Mirae Asset India Opportunities not only has a good track record of containing downsides during market falls but can also deliver healthy returns over the long term. The fund is suitable for investors with a moderate risk appetite and a three-to-five-year horizon.
Over the longer periods of three and five years, Mirae India Opportunities ranks in the top quartile of funds in its category.
It scores over peers in the multi-cap category on consistency. Since its inception in April 2008, the fund's returns have been above its benchmark, the BSE 200 Index, almost all the time on a rolling return basis. Across time-frames, the fund has bettered its benchmark by a margin of 7 to 11 percentage points.
Strategy

Though it is a multi-cap fund by mandate, it tends to maintain a higher large-cap (stocks with a market capitalisation of over ₹10,000 crore) slant.
This is partly why the fund has slipped down the rankings in the one-year period, since chart toppers such as L&T India Value fund held higher levels of mid-cap and small-cap stocks.
The strategy has also helped the Mirae India Opportunities fund contain downside better than its benchmark during the corrective phases.

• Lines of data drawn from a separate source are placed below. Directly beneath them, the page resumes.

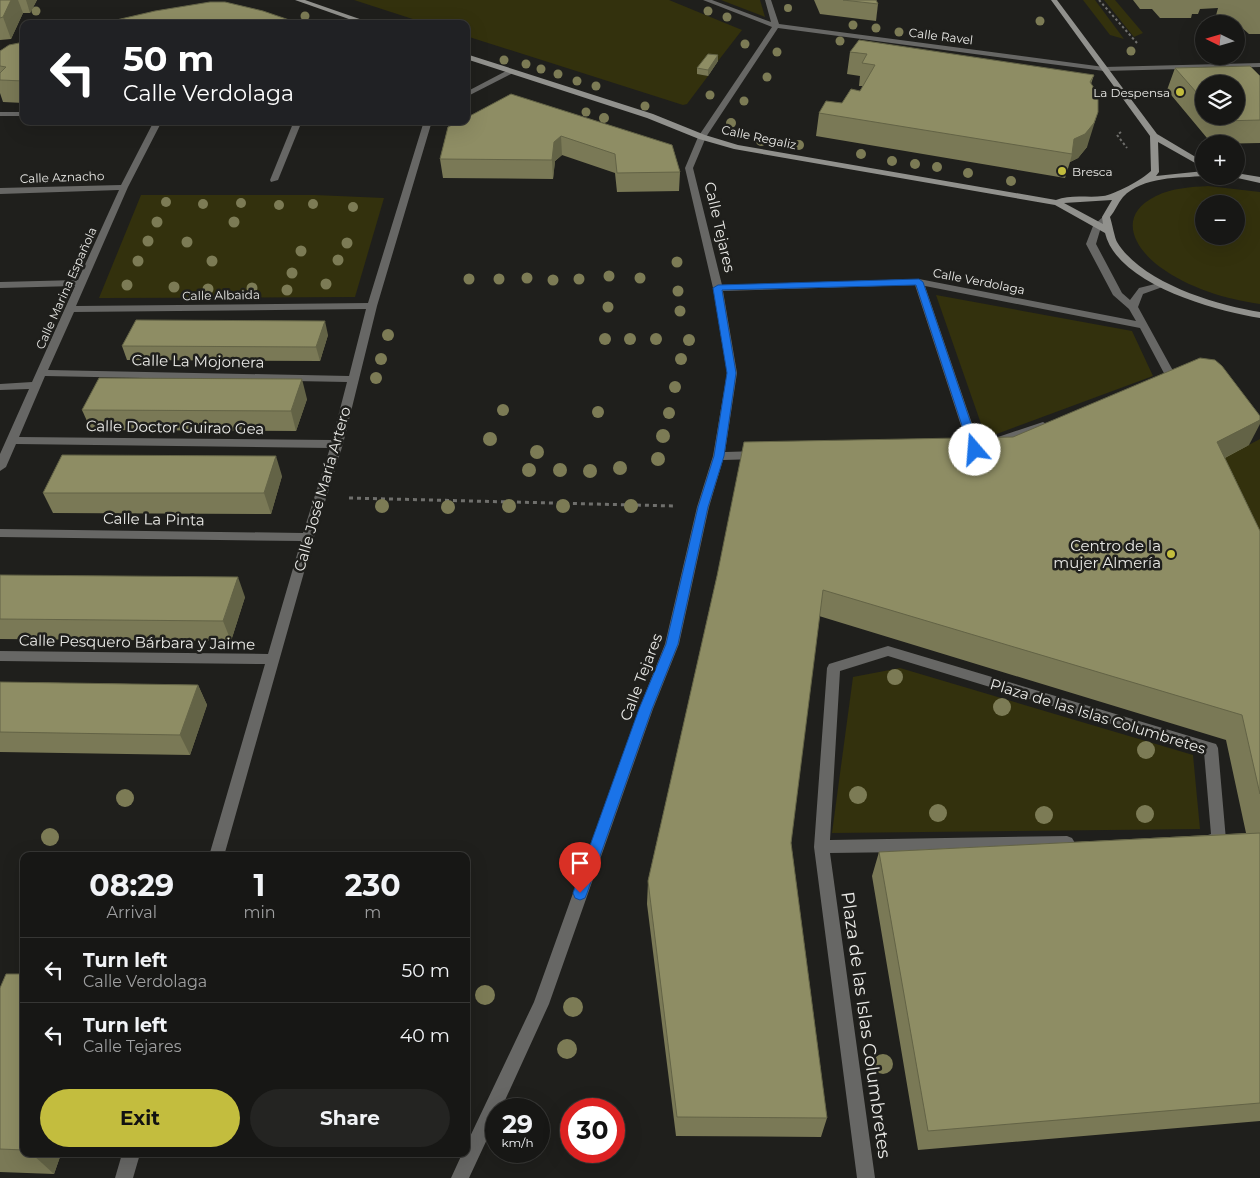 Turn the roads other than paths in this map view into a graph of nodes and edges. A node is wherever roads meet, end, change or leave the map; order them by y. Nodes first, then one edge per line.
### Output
1 (298, 0) edge
2 (706, 0) edge
3 (768, 0) edge
4 (1054, 0) edge
5 (359, 20) edge
6 (776, 26) junction
7 (470, 57) edge
8 (1260, 65) edge
9 (1104, 68) junction
10 (511, 72) junction
11 (470, 93) edge
12 (0, 114) edge
13 (20, 114) edge
14 (156, 125) edge
15 (296, 125) edge
16 (427, 125) edge
17 (1154, 136) junction
18 (702, 137) junction
19 (1195, 161) edge
20 (1195, 173) edge
21 (1245, 177) edge
22 (274, 180) dead end
23 (1148, 180) junction
24 (1260, 180) edge
25 (124, 187) junction
26 (0, 191) edge
27 (1122, 193) junction
28 (1058, 203) junction
29 (1106, 217) junction
30 (1097, 226) junction
31 (1111, 232) junction
32 (919, 282) junction
33 (82, 283) junction
34 (0, 285) edge
35 (1163, 285) junction
36 (718, 288) junction
37 (372, 306) junction
38 (1133, 307) junction
39 (70, 309) junction
40 (1259, 315) edge
41 (1144, 326) junction
42 (42, 373) junction
43 (354, 379) junction
44 (36, 385) junction
45 (1153, 385) edge
46 (0, 387) edge
47 (1050, 422) edge
48 (12, 440) junction
49 (337, 444) junction
50 (768, 455) edge
51 (719, 456) junction
52 (0, 467) edge
53 (0, 533) edge
54 (308, 537) junction
55 (0, 656) edge
56 (273, 660) junction
57 (1200, 841) edge
58 (1080, 843) edge
59 (822, 848) junction
60 (218, 852) edge
61 (130, 1157) edge
62 (470, 1157) edge
63 (470, 1157) edge
64 (124, 1178) edge
65 (460, 1178) edge
66 (866, 1178) edge

1 - 5 street
2 - 6 street, Calle Ravel
3 - 6 street
4 - 9 street
6 - 9 street, Calle Ravel
6 - 18 street, Calle Tejares
7 - 10 street, Calle Regaliz
8 - 9 street, Calle Ravel
9 - 17 street
10 - 11 street
10 - 18 street, Calle Regaliz
12 - 13 street
14 - 25 street, Calle Marina Española
15 - 22 street
16 - 37 street, Calle José María Artero
17 - 19 street
17 - 23 street
18 - 28 street, Calle Regaliz
18 - 36 street, Calle Tejares
20 - 23 street, Calle Regaliz
21 - 24 street
23 - 27 street, Calle Regaliz
25 - 26 street, Calle Aznacho
25 - 33 street, Calle Marina Española
27 - 28 street, Calle Regaliz
27 - 29 street
28 - 30 street, Calle Regaliz
29 - 30 street
29 - 31 street
30 - 31 street, Calle Regaliz
30 - 38 street
31 - 35 street
32 - 36 street, Calle Verdolaga
32 - 41 street, Calle Verdolaga
32 - 47 street
33 - 34 street
33 - 39 street, Calle Marina Española
35 - 38 street
35 - 40 street
36 - 51 street, Calle Tejares
37 - 39 street, Calle Albaida
37 - 43 street, Calle José María Artero
38 - 41 street
39 - 42 street, Calle Marina Española
41 - 45 street
42 - 43 street, Calle La Mojonera
42 - 44 street, Calle Marina Española
43 - 49 street, Calle José María Artero
44 - 46 street
44 - 48 street, Calle Marina Española
48 - 49 street, Calle Doctor Guirao Gea
48 - 52 street, Calle Marina Española
49 - 54 street, Calle José María Artero
50 - 51 street
51 - 62 street, Calle Tejares
53 - 54 street, Calle La Pinta
54 - 56 street, Calle José María Artero
55 - 56 street, Calle Pesquero Bárbara y Jaime
56 - 60 street, Calle José María Artero
57 - 59 street, Plaza de las Islas Columbretes
58 - 59 street
59 - 66 street, Plaza de las Islas Columbretes
61 - 64 street
63 - 65 street, Calle Tejares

For instance, during the 2010-11 market fall, the scheme fell less than 22 per cent, against the nearly 30 per cent slide of the BSE 200 Index. Investing over two-thirds of its assets in large-cap stocks and increasing exposure to less volatile themes such as IT and consumer goods helped the fund outdo its benchmark in this period. But during rallying markets, the fund put its multi-cap mandate to good use, with high conviction bets in the small and mid-cap space spicing up returns.
For instance, the fund’s NAV almost doubled since the August 2013 low compared to the 70 per cent gain of the BSE 200. Adding multi-bagger stocks such as Vinati Organics, Eicher Motors, HSIL, Prism Cement and Natco Pharma to the portfolio provided a leg-up to returns over the last year and a half.
In the last six months, the scheme has increased exposure to stocks in cyclical themes, such as financials, construction projects, cement and industrial capital goods. The scheme held 56 stocks in its kitty as of April.